CONCERNS are growing about Prime Minister Theresa May relying on a right-wing, ultra-religious party from Northern Ireland to prop up her wounded Government.
In a pointed intervention, Scottish Tory leader Ruth Davidson revealed she had pressed May on challenging the Democratic Unionist Party (DUP) on its anti-gay rights record.
The DUP is the largest party in the suspended Northern Ireland Assembly – power-sharing collapsed after Sinn Fein moved a motion of no confidence in the DUP administration in January – but is now set to have an unprecedented role in Westminster politics.
Founded by the late Iain Paisley, the DUP is pro-Union and popular with working-class Protestants.
However, while the party is renowned for its pragmatism in striking cross-party deals, its strong anti-liberal streak may alarm moderate voters in the UK.
The DUP is opposed to gay marriage and has ensured Northern Ireland is the only part of the UK that has not legalised same sex unions.
Paisley’s son, Ian, who is one of the DUP’s ten-strong contingent at Westminster, famously said he was “repulsed” by gay people and described homosexuality as “immoral, offensive and obnoxious.” The DUP health minister in 2015 said, "The facts show that certainly you don't bring a child up in a homosexual relationship ... that child is far more likely to be abused or neglected ... in a non-stable marriage."
Peter Robinson, who used to lead the DUP and was Northern Ireland’s First Minister, once hit out at the Equality Commission’s decision to to fund a legal action against a bakery that refused to put a pro-same sex marriage slogan on a cake.
His successor, Arlene Foster, has also defended her party’s hostile position on gay rights and claimed that “online abuse” of the DUP stance had hardened her position: "If activists want to have a conversation about where they are coming from, do they seriously think they are going to influence me by sending me abuse?
"No, they are not going to influence me by sending me abuse – in fact, they are going to send me in the opposite direction and people need to reflect on that."
Foster was at the centre of the scandal, presiding as First Minister over the so-called "cash for ash" scheme (or "the more you burn the more you earn") which brought down the Stormont power-sharing executive in January.

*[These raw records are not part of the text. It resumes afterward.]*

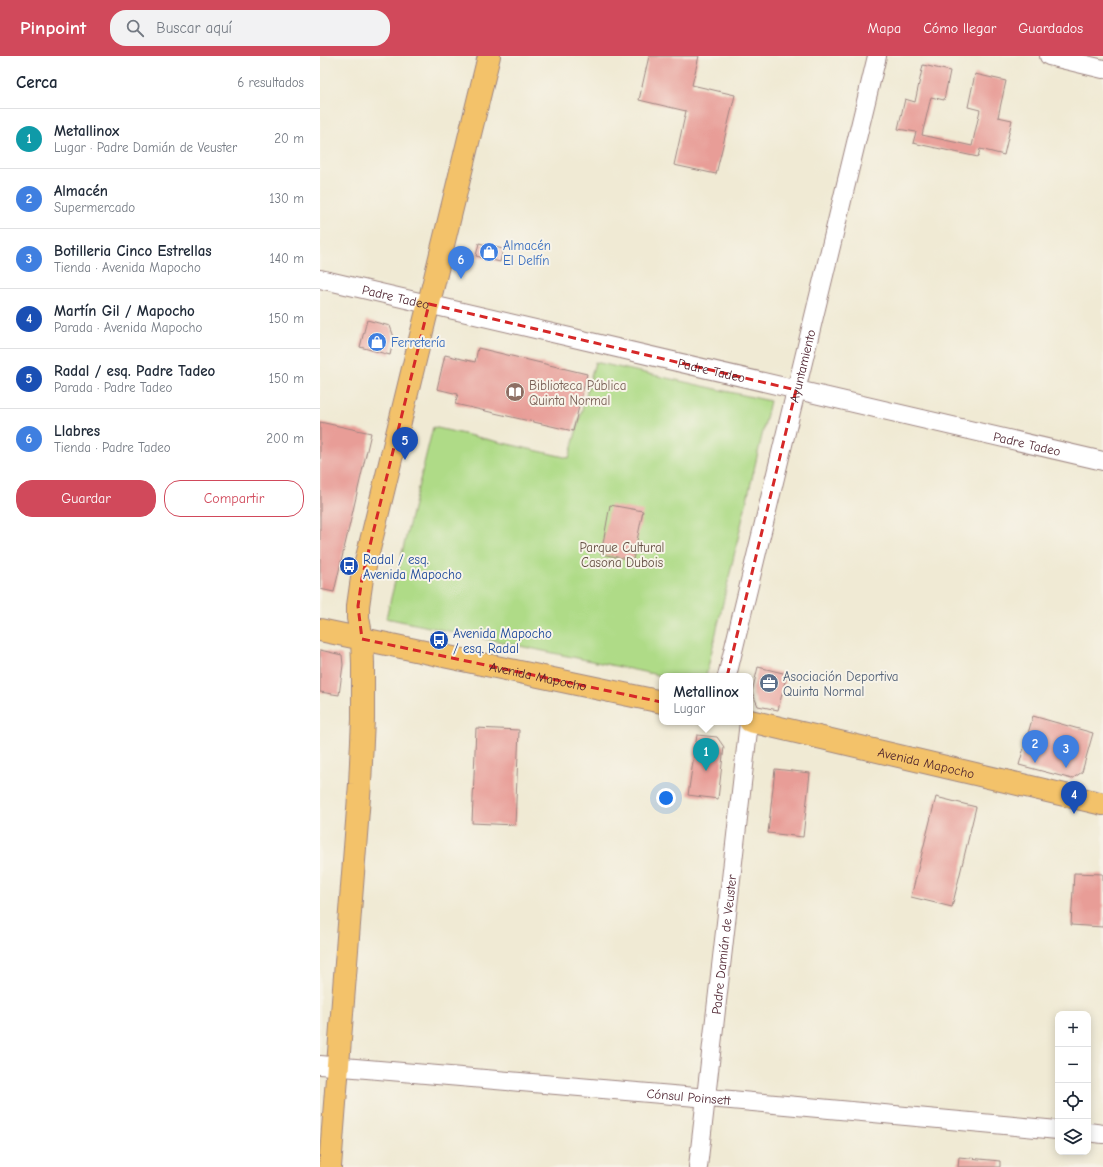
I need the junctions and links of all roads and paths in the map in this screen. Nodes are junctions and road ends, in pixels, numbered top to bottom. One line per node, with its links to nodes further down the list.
1 (489, 56): 6 (main road)
2 (877, 56): 7 (street, Ayuntamiento)
3 (1049, 56): 4 (street)
4 (1103, 69)
5 (320, 278): 6 (street, Padre Tadeo)
6 (429, 304): 7 (street, Padre Tadeo); 10 (main road)
7 (796, 390): 8 (street, Padre Tadeo); 11 (street, Ayuntamiento)
8 (1103, 461)
9 (320, 630): 10 (main road, Avenida Mapocho)
10 (362, 639): 12 (main road, Avenida Mapocho); 16 (main road)
11 (728, 673)
12 (659, 701)
13 (753, 723): 15 (main road, Avenida Mapocho)
14 (749, 725): 17 (street, Padre Damián de Veuster)
15 (1102, 800)
16 (329, 1066): 17 (street, Cónsul Poinsett); 21 (main road)
17 (706, 1098): 18 (street, Cónsul Poinsett); 22 (street, Padre Damián de Veuster)
18 (1055, 1130)
19 (1091, 1132): 20 (street)
20 (1103, 1134)
21 (330, 1167)
22 (698, 1167)

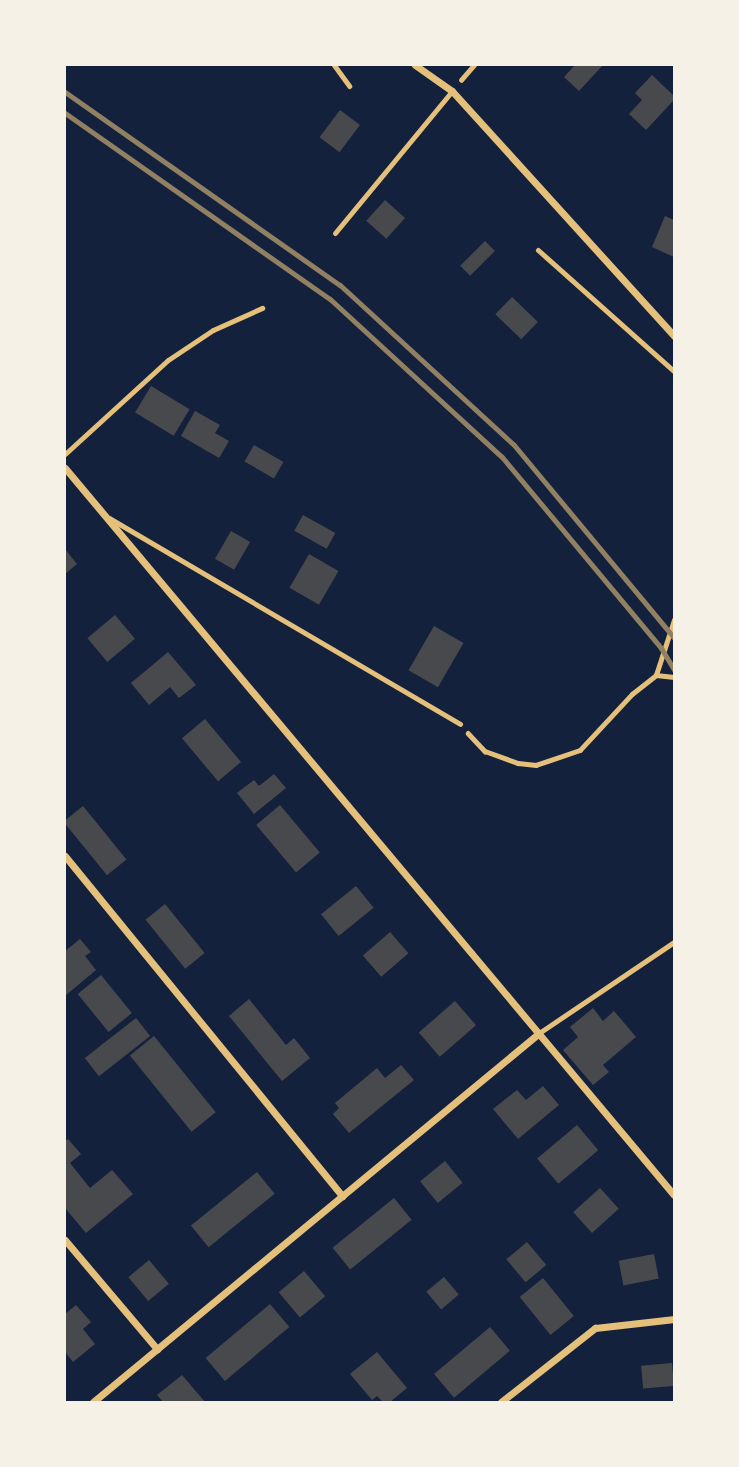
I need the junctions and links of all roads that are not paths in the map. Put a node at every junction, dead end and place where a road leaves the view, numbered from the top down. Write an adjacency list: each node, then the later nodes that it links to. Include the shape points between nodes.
1 (334, 65): 3 (lane)
2 (415, 65): 4 (street)
3 (349, 86)
4 (453, 91): 5 (lane); 8 (street)
5 (335, 233)
6 (538, 250): 9 (lane)
7 (262, 308): 10 (lane, via 213,330 167,360)
8 (674, 336)
9 (674, 371)
10 (65, 454)
11 (65, 468): 12 (street)
12 (106, 517): 13 (lane); 16 (street)
13 (460, 724)
14 (65, 856): 18 (street)
15 (674, 942): 16 (lane)
16 (539, 1033): 17 (street); 18 (street)
17 (674, 1195)
18 (342, 1196): 21 (street)
19 (65, 1240): 21 (street)
20 (674, 1319): 23 (street, via 594,1328)
21 (157, 1349): 22 (street)
22 (93, 1402)
23 (501, 1402)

Under the scheme, officially titled the Renewable Heat Incentive, users who spent £1 on green heating systems were given £1.60 in subsidies, with no cap on how much they could earn. It is estimated that the scheme will cost the taxpayer £400 million by 2036 when it expires.
On the environment, while climate change denial is not official DUP policy, senior party figures are well known for their scepticism.

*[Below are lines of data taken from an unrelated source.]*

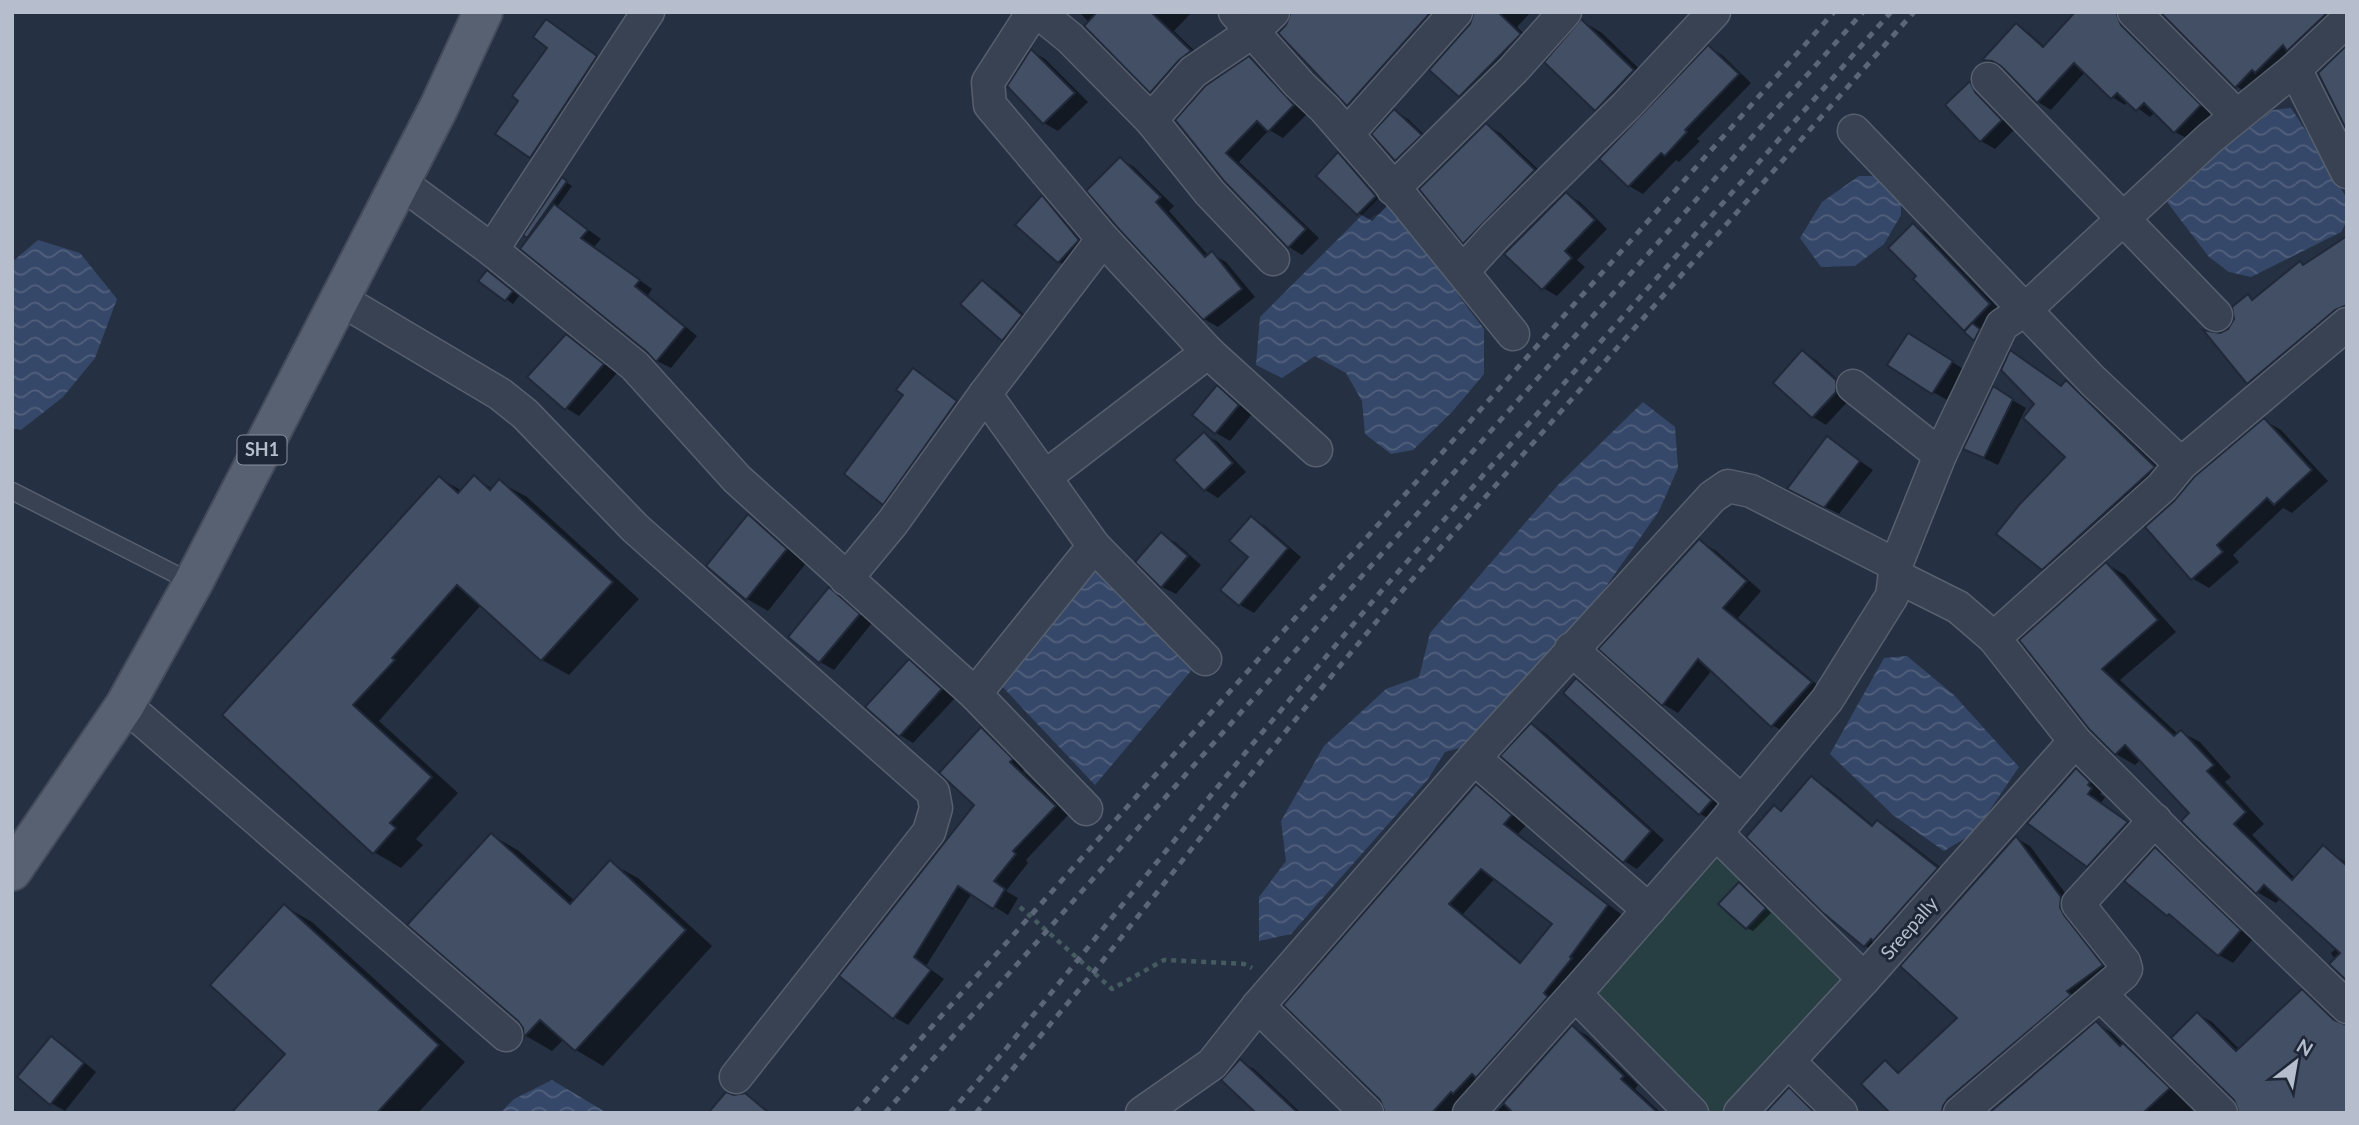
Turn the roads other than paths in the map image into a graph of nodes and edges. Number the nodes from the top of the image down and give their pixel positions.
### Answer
1 (483, 12) edge
2 (649, 12) edge
3 (1035, 12) edge
4 (1456, 12) edge
5 (1565, 12) edge
6 (1714, 12) edge
7 (2134, 12) edge
8 (1253, 19) edge
9 (2347, 20) edge
10 (2295, 69) junction
11 (1988, 79) dead end
12 (2237, 116) junction
13 (1151, 120) junction
14 (1854, 131) dead end
15 (1347, 134) junction
16 (2347, 172) edge
17 (400, 183) junction
18 (1393, 189) junction
19 (2123, 218) junction
20 (1103, 239) junction
21 (492, 250) junction
22 (1273, 259) dead end
23 (1463, 271) junction
24 (340, 299) junction
25 (2026, 309) junction
26 (2216, 315) dead end
27 (2347, 324) edge
28 (1513, 334) dead end
29 (1208, 352) junction
30 (1853, 386) dead end
31 (985, 394) junction
32 (1316, 450) dead end
33 (1940, 455) junction
34 (2181, 464) junction
35 (1045, 477) junction
36 (12, 491) edge
37 (1094, 546) junction
38 (1896, 570) junction
39 (846, 579) junction
40 (193, 583) junction
41 (1994, 638) junction
42 (1571, 649) junction
43 (1205, 659) dead end
44 (975, 694) junction
45 (125, 705) junction
46 (2075, 741) junction
47 (1474, 758) junction
48 (1742, 802) junction
49 (1086, 809) dead end
50 (2154, 820) junction
51 (1716, 833) junction
52 (12, 871) edge
53 (1648, 910) junction
54 (1864, 979) junction
55 (1575, 994) junction
56 (2100, 994) junction
57 (1258, 1006) junction
58 (2347, 1007) edge
59 (506, 1035) dead end
60 (1788, 1061) junction
61 (736, 1077) dead end
62 (1981, 1107) edge
63 (1142, 1113) edge
64 (1367, 1113) edge
65 (1469, 1113) edge
66 (1692, 1113) edge
67 (1741, 1113) edge
68 (1841, 1113) edge
69 (2221, 1113) edge

1 - 17 main road, SH1
2 - 21 street
3 - 13 street
3 - 20 street
4 - 15 street
5 - 18 street
6 - 23 street
7 - 12 street
8 - 13 street
8 - 15 street
9 - 10 street
10 - 12 street
10 - 16 street
11 - 19 street
12 - 19 street
13 - 22 street
14 - 25 street
15 - 18 street
17 - 21 street
17 - 24 main road, SH1
18 - 23 street
19 - 25 street
19 - 26 street
20 - 29 street
20 - 31 street
21 - 39 street
23 - 28 street
24 - 40 main road, SH1
24 - 61 street
25 - 33 street
25 - 34 street
27 - 34 street
29 - 32 street
29 - 35 street
30 - 33 street
31 - 35 street
31 - 39 street
33 - 38 street
34 - 41 street
35 - 37 street
36 - 40 lane
37 - 43 street
37 - 44 street
38 - 41 street
38 - 42 street
38 - 48 street
39 - 44 street
40 - 45 main road, SH1
41 - 46 street
42 - 47 street
42 - 48 street
44 - 49 street
45 - 52 main road, SH1
45 - 59 street
46 - 50 street
46 - 54 street, Sreepally
47 - 53 street
47 - 57 street
48 - 51 street
50 - 56 street
50 - 58 street
51 - 53 street
51 - 54 street
53 - 55 street
54 - 60 street, Sreepally
55 - 65 street
55 - 66 street
56 - 62 street
56 - 69 street
57 - 63 street
57 - 64 street
60 - 67 street, Sreepally
60 - 68 street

Sammy Wilson, the newly elected MP for East Antrim, previously served as Northern Ireland’s Environment Minister and claimed that people would eventually “look back at this whole climate change debate and ask ourselves how on earth were we ever conned into spending the billions of pounds”.
The DUP is also pro-life on abortion, which is banned in Northern Ireland, apart from on medical grounds. Edwin Poots, the DUP health minister in 2010, caused controversy by banning blood donations from gay people, saying, "I think that people who engage in high-risk sexual behaviour in general should be excluded from giving blood."
In September 2013 he fought the ruling that would bring laws around LGBT adoption in Northern Ireland into line with mainland UK.
Davidson, whose success at the General Election for the Scottish Tories is believed to have saved May’s job, told the BBC: “I was fairly straightforward with her [May] and I told her that there were a number of things that count to me more than the party.
“One of them is country, one of the others is LGBTI rights. I asked for a categoric assurance that if any deal or scoping deal was done with the DUP there would be absolutely no rescission of LGBTI rights in the rest of the UK, in Great Britain, and that we would use any influence that we had to advance LGBTI rights in Northern Ireland.”